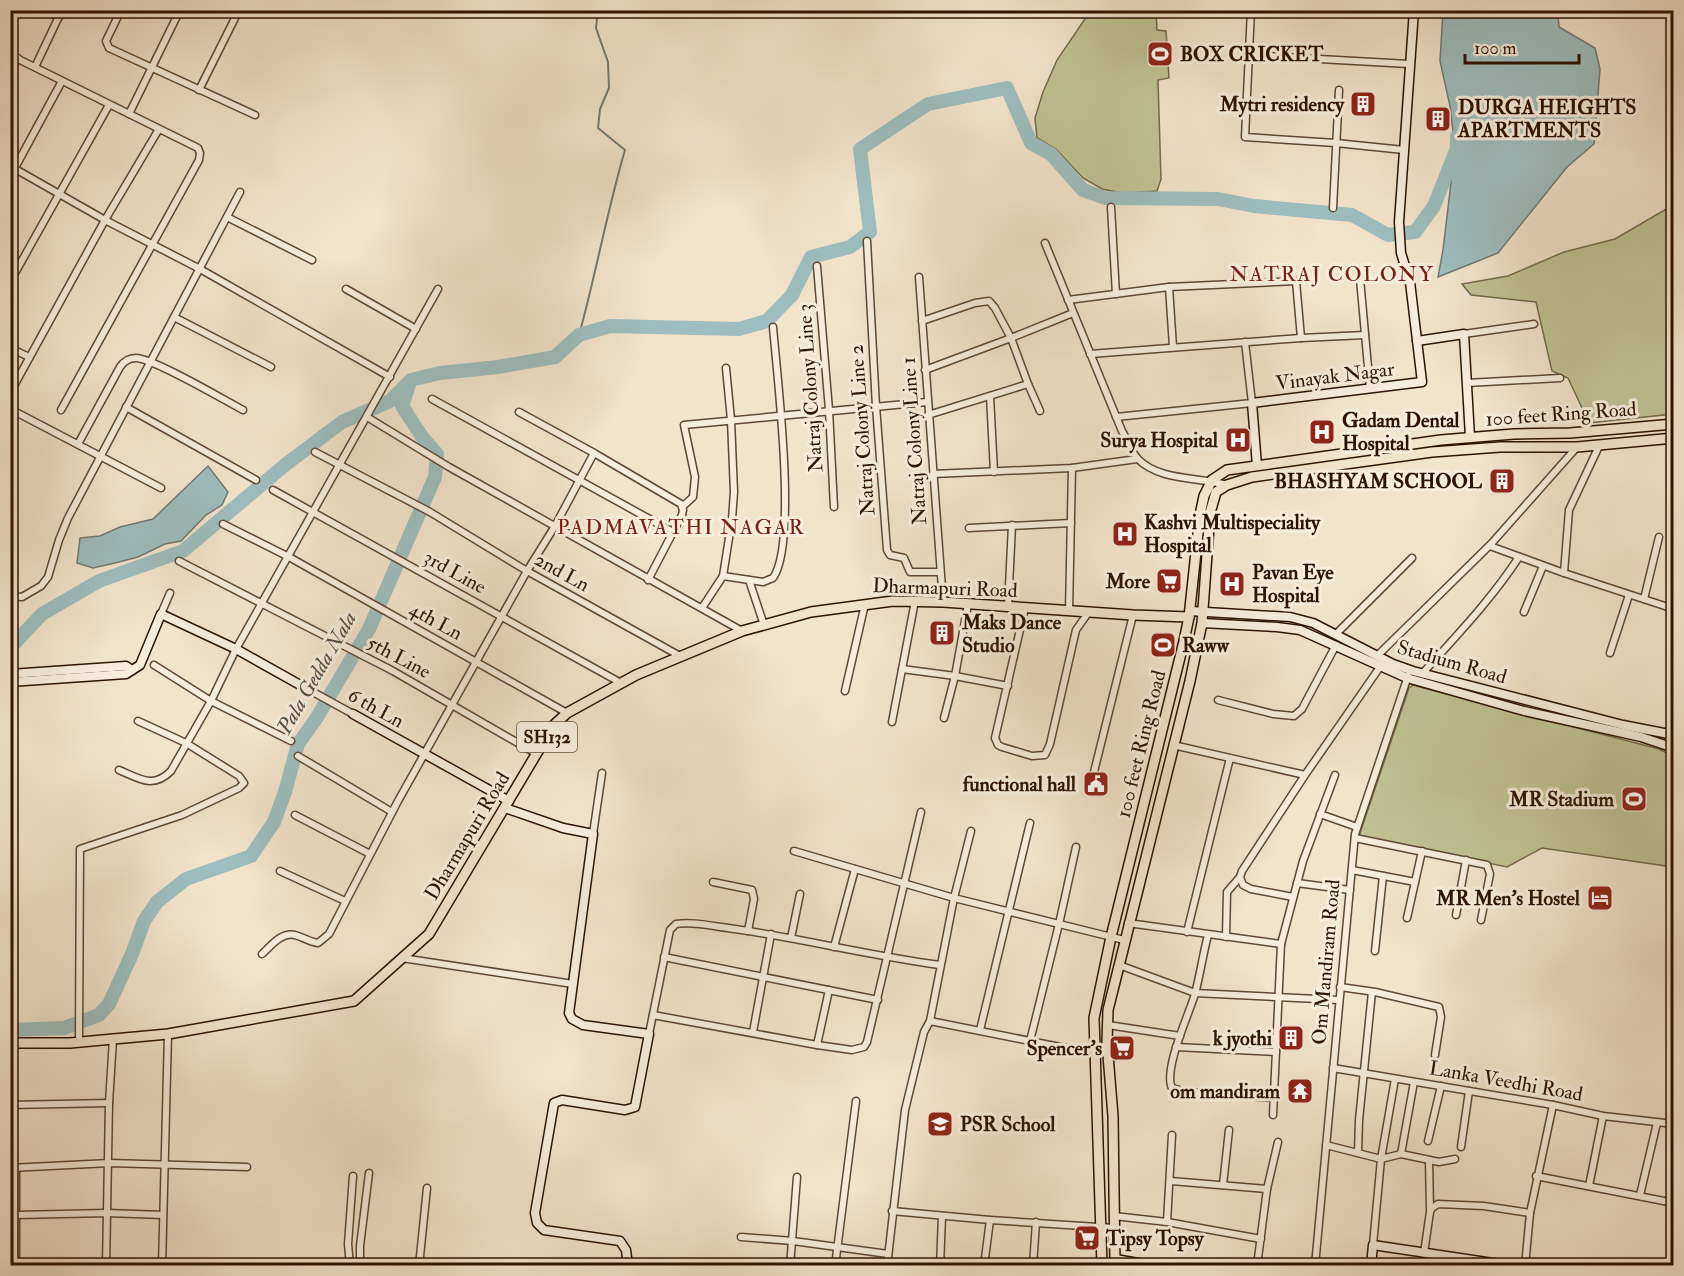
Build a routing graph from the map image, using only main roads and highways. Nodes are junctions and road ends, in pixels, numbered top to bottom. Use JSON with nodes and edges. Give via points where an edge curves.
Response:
{"nodes":[{"id":1,"x":1674,"y":424,"type":"edge"},
{"id":2,"x":1674,"y":438,"type":"edge"},
{"id":3,"x":1189,"y":617,"type":"junction"},
{"id":4,"x":1202,"y":623,"type":"junction"},
{"id":5,"x":10,"y":1043,"type":"edge"},
{"id":6,"x":1115,"y":1262,"type":"edge"},
{"id":7,"x":1102,"y":1266,"type":"edge"}],
"edges":[{"from":1,"to":3,"type":"main road","name":"100 feet Ring Road","via":[[1440,440],[1227,470],[1212,480],[1204,496]]},
{"from":2,"to":4,"type":"main road","name":"100 feet Ring Road","via":[[1577,447],[1432,452],[1252,477],[1227,485],[1216,492],[1210,513]]},
{"from":3,"to":4,"type":"main road","name":"Dharmapuri Road"},
{"from":3,"to":5,"type":"main road","name":"Dharmapuri Road","number":"SH132","via":[[893,601],[811,612],[742,631],[621,683],[567,713],[553,726],[429,934],[354,1001],[168,1034]]},
{"from":3,"to":7,"type":"main road","name":"100 feet Ring Road","via":[[1094,1018]]},
{"from":4,"to":6,"type":"main road","name":"100 feet Ring Road","via":[[1108,1010]]}]}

## WHAT THIS TASK INVOLVES
Pictures in the records above are not copied; print everything else exactly.

## WRITTEN SOLUTION
Build a routing graph from the map image, using only main roads and highways. Nodes are junctions and road ends, in pixels, numbered top to bottom. Use JSON with nodes and edges. Give via points where an edge curves.
Response:
{"nodes":[{"id":1,"x":1674,"y":424,"type":"edge"},
{"id":2,"x":1674,"y":438,"type":"edge"},
{"id":3,"x":1189,"y":617,"type":"junction"},
{"id":4,"x":1202,"y":623,"type":"junction"},
{"id":5,"x":10,"y":1043,"type":"edge"},
{"id":6,"x":1115,"y":1262,"type":"edge"},
{"id":7,"x":1102,"y":1266,"type":"edge"}],
"edges":[{"from":1,"to":3,"type":"main road","name":"100 feet Ring Road","via":[[1440,440],[1227,470],[1212,480],[1204,496]]},
{"from":2,"to":4,"type":"main road","name":"100 feet Ring Road","via":[[1577,447],[1432,452],[1252,477],[1227,485],[1216,492],[1210,513]]},
{"from":3,"to":4,"type":"main road","name":"Dharmapuri Road"},
{"from":3,"to":5,"type":"main road","name":"Dharmapuri Road","number":"SH132","via":[[893,601],[811,612],[742,631],[621,683],[567,713],[553,726],[429,934],[354,1001],[168,1034]]},
{"from":3,"to":7,"type":"main road","name":"100 feet Ring Road","via":[[1094,1018]]},
{"from":4,"to":6,"type":"main road","name":"100 feet Ring Road","via":[[1108,1010]]}]}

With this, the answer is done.